EXTRACTED DATA:
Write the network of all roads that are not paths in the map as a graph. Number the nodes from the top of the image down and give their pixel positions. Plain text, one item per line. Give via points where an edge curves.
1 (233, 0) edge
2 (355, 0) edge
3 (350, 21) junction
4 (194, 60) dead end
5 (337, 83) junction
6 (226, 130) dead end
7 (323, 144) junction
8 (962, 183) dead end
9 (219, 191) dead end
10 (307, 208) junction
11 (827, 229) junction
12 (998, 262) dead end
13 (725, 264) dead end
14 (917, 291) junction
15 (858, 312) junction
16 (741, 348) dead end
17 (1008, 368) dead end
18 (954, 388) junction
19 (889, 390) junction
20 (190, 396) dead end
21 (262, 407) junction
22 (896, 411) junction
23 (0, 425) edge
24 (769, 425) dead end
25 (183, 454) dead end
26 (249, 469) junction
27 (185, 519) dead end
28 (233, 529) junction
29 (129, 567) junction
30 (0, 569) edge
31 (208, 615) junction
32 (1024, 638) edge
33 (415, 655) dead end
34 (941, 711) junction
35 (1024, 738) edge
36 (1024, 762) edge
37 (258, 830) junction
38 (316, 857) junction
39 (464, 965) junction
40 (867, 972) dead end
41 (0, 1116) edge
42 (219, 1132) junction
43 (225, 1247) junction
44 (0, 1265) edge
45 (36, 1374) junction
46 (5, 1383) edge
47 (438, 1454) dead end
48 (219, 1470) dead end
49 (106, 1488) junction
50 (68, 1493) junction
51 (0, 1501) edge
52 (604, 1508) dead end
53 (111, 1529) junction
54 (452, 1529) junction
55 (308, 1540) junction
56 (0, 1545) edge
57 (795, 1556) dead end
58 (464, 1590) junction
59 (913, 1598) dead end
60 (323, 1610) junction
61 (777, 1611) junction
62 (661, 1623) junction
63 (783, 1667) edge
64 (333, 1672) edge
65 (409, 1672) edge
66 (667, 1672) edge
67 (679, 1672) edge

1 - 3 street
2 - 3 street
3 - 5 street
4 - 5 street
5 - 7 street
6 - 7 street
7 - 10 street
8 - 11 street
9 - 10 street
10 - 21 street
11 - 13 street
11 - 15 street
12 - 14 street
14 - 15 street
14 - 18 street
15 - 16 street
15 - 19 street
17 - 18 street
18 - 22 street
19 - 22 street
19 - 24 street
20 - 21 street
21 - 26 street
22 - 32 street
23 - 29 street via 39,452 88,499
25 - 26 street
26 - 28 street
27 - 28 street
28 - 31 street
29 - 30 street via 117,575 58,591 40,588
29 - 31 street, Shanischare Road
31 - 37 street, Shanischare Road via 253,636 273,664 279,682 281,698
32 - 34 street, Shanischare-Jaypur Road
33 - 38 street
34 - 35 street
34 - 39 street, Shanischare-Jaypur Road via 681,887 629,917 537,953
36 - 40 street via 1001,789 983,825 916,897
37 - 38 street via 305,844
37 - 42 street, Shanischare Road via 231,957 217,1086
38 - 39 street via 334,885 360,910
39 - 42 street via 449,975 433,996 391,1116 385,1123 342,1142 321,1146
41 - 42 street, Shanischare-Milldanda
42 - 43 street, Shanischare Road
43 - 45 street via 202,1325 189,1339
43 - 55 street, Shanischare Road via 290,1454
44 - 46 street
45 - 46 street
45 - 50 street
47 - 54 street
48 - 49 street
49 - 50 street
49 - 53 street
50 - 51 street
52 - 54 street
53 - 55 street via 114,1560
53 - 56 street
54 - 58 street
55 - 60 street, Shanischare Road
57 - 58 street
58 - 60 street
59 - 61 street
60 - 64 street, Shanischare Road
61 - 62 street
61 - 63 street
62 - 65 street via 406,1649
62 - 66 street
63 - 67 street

YOUR OBJECTIVE:
Where does the string "Jaypur" appear in the records above? Return every line that holds it.

WRITTEN RESPONSE:
32 - 34 street, Shanischare-Jaypur Road
34 - 39 street, Shanischare-Jaypur Road via 681,887 629,917 537,953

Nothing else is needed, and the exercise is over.